→ Task statement
From the entries below, copy each line in which the word "paths" occurs.
Data for analysis section start
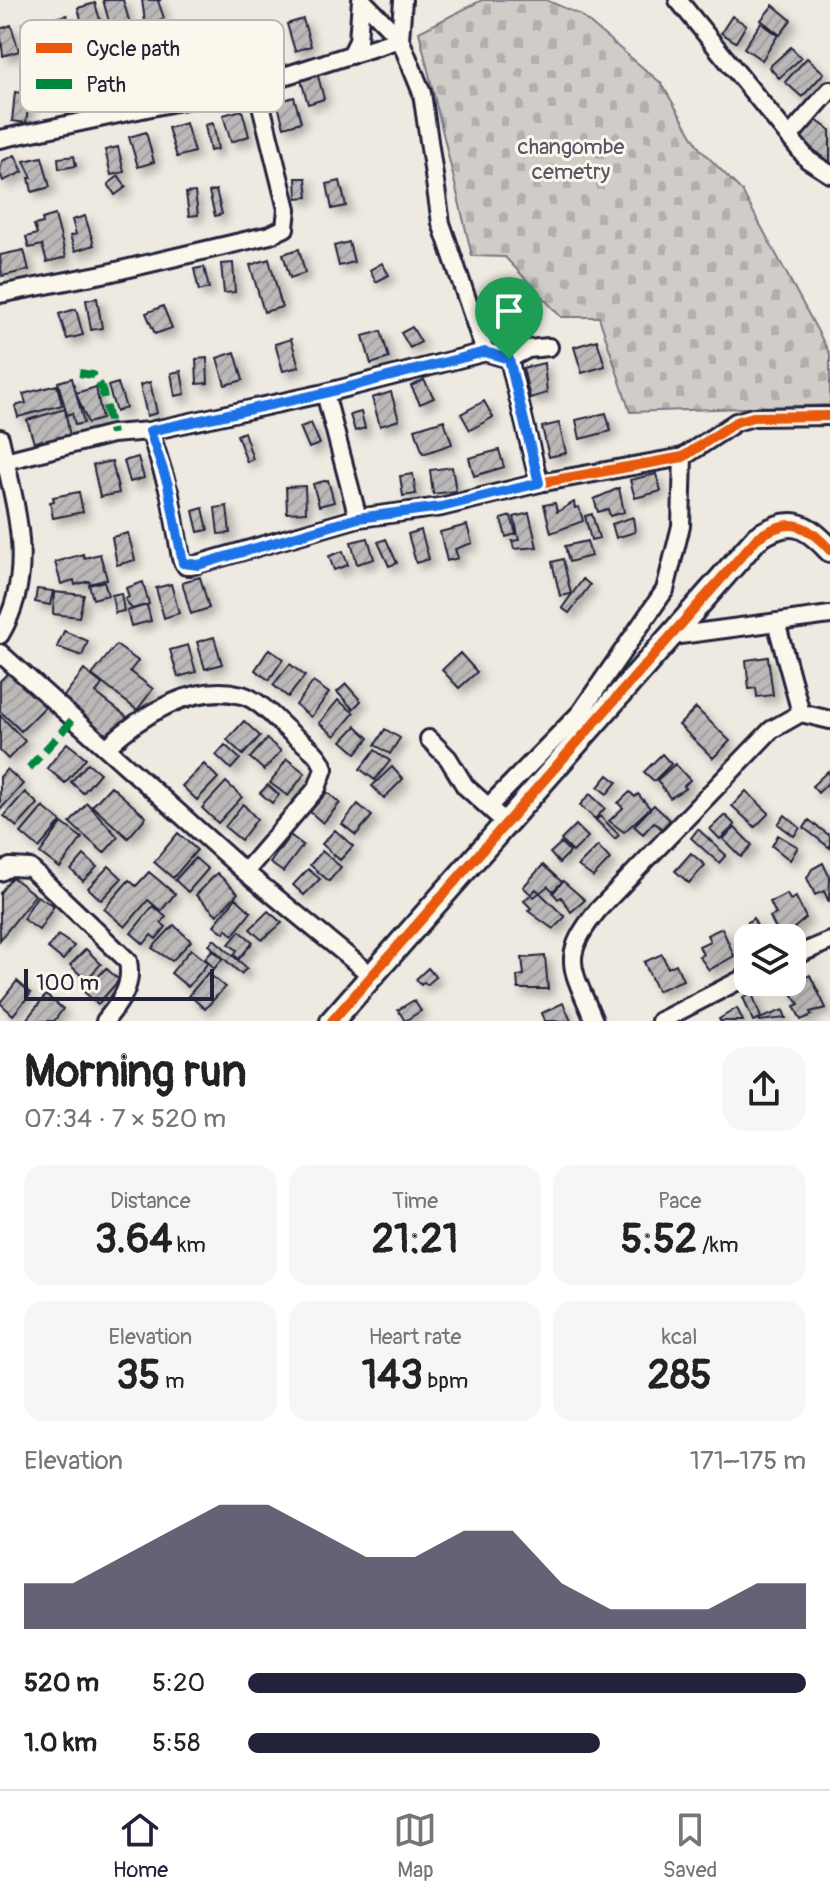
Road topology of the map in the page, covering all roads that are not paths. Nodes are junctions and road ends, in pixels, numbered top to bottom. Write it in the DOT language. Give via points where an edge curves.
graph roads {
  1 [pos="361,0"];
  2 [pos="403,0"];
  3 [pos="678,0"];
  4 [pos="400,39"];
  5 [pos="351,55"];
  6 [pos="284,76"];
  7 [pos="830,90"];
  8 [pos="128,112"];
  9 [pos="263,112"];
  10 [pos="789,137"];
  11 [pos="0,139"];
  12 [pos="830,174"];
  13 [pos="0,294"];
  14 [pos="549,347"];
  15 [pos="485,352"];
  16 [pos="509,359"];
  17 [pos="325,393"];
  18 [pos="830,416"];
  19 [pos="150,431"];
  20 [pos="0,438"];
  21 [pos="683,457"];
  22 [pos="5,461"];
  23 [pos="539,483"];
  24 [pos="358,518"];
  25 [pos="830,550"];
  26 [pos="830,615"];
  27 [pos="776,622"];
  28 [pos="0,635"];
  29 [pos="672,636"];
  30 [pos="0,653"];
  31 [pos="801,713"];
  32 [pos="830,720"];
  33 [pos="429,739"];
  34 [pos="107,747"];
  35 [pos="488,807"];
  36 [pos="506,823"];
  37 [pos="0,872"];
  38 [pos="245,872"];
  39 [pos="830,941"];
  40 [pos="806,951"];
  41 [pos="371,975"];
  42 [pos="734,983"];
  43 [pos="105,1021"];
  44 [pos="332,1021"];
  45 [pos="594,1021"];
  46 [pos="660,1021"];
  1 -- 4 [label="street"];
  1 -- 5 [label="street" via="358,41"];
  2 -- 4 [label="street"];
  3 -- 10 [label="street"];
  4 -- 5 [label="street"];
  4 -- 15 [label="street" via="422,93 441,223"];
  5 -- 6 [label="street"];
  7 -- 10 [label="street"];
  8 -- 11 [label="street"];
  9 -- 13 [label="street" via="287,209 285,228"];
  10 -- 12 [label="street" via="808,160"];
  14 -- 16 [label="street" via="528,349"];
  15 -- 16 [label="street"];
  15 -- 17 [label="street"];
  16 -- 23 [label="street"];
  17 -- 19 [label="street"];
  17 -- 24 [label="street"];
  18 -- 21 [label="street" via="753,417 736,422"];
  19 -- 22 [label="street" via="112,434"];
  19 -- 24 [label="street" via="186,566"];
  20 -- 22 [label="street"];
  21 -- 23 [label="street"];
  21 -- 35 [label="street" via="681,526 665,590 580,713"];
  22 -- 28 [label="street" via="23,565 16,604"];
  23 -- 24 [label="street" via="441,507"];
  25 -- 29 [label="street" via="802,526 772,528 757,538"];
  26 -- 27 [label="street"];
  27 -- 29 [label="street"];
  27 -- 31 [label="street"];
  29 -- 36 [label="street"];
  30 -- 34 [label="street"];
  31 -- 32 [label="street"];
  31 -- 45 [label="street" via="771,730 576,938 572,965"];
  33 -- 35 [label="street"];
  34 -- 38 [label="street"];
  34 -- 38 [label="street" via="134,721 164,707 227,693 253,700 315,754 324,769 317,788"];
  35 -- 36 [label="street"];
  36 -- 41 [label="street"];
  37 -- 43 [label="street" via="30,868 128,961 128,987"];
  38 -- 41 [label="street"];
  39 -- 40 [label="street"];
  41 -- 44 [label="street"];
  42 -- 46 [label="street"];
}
Data for analysis section end
Data for analysis section start
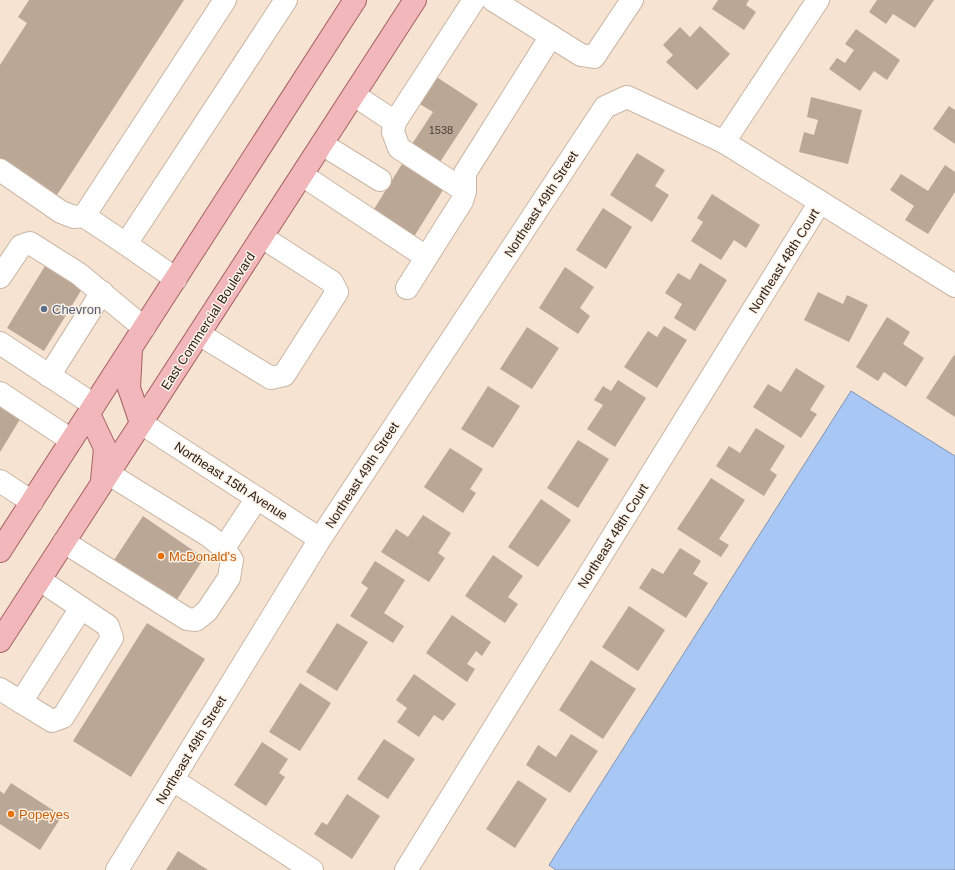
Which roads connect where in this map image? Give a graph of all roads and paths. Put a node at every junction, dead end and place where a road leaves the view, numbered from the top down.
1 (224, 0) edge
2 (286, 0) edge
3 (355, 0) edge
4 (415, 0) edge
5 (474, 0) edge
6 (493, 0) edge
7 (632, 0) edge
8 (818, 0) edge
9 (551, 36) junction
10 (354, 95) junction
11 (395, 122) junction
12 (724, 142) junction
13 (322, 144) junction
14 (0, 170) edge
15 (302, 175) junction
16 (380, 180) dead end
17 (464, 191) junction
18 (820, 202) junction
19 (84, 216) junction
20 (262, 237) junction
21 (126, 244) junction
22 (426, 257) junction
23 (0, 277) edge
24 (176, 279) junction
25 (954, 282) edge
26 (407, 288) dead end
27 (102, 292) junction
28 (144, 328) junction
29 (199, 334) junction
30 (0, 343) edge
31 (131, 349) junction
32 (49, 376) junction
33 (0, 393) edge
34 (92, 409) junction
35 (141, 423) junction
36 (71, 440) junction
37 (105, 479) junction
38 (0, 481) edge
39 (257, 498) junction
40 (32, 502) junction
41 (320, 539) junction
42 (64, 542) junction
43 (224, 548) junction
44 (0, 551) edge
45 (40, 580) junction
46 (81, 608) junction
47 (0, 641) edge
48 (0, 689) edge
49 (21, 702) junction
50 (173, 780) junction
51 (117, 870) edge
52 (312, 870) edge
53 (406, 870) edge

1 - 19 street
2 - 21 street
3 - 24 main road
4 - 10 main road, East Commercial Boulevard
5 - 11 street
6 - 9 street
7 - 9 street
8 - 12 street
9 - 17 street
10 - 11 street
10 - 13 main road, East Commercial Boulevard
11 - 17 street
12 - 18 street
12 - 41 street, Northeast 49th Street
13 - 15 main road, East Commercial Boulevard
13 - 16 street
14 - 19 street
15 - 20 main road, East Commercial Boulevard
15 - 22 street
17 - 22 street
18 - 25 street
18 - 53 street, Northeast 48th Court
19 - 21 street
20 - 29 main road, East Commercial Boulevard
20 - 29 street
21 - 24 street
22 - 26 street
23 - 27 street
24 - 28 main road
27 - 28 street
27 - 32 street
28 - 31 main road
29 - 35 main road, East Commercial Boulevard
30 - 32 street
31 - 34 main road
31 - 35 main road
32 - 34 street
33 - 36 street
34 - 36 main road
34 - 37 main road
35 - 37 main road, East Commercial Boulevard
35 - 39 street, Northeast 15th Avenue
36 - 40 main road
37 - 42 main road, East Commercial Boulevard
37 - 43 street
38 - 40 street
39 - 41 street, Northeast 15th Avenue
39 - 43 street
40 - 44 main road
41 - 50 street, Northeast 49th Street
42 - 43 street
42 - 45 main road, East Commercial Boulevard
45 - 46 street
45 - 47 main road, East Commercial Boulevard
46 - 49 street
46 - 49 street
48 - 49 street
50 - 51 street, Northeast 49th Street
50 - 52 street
Data for analysis section end
→ Response to the task
Road topology of the map in the page, covering all roads that are not paths. Nodes are junctions and road ends, in pixels, numbered top to bottom. Write it in the DOT language. Give via points where an edge curves.
Which roads connect where in this map image? Give a graph of all roads and paths. Put a node at every junction, dead end and place where a road leaves the view, numbered from the top down.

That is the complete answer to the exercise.